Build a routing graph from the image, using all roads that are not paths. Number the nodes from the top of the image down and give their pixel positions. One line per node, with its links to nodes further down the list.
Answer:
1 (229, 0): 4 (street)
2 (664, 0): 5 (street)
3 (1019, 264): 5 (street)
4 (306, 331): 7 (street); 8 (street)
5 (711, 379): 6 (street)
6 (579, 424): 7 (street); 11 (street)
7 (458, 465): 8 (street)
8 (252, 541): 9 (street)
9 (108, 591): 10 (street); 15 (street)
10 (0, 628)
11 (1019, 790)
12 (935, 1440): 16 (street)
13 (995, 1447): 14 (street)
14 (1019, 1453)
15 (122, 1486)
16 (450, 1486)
--
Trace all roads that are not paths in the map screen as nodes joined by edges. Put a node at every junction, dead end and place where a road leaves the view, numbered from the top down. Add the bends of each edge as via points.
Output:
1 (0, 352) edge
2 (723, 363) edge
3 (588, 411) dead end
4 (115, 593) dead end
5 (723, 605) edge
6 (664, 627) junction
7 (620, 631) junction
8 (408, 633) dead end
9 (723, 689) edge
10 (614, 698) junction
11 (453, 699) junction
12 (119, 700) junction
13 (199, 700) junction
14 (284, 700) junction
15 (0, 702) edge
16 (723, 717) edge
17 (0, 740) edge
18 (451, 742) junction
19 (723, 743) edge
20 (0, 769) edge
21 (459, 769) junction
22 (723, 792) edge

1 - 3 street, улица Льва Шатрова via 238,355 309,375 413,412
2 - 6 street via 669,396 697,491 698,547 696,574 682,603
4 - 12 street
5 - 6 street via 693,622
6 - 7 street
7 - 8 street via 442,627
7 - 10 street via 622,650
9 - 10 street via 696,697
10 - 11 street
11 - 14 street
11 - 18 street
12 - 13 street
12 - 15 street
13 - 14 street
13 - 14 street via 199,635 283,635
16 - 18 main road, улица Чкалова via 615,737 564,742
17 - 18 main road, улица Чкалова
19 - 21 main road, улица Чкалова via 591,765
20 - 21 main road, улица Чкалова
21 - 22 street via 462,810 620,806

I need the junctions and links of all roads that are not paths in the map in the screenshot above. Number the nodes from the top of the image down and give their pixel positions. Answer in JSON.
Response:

** What is being asked **
When a line in the material includes the word "that", copy it out.

** Task output **
Build a routing graph from the image, using all roads that are not paths. Number the nodes from the top of the image down and give their pixel positions. One line per node, with its links to nodes further down the list.
Trace all roads that are not paths in the map screen as nodes joined by edges. Put a node at every junction, dead end and place where a road leaves the view, numbered from the top down. Add the bends of each edge as via points.
I need the junctions and links of all roads that are not paths in the map in the screenshot above. Number the nodes from the top of the image down and give their pixel positions. Answer in JSON.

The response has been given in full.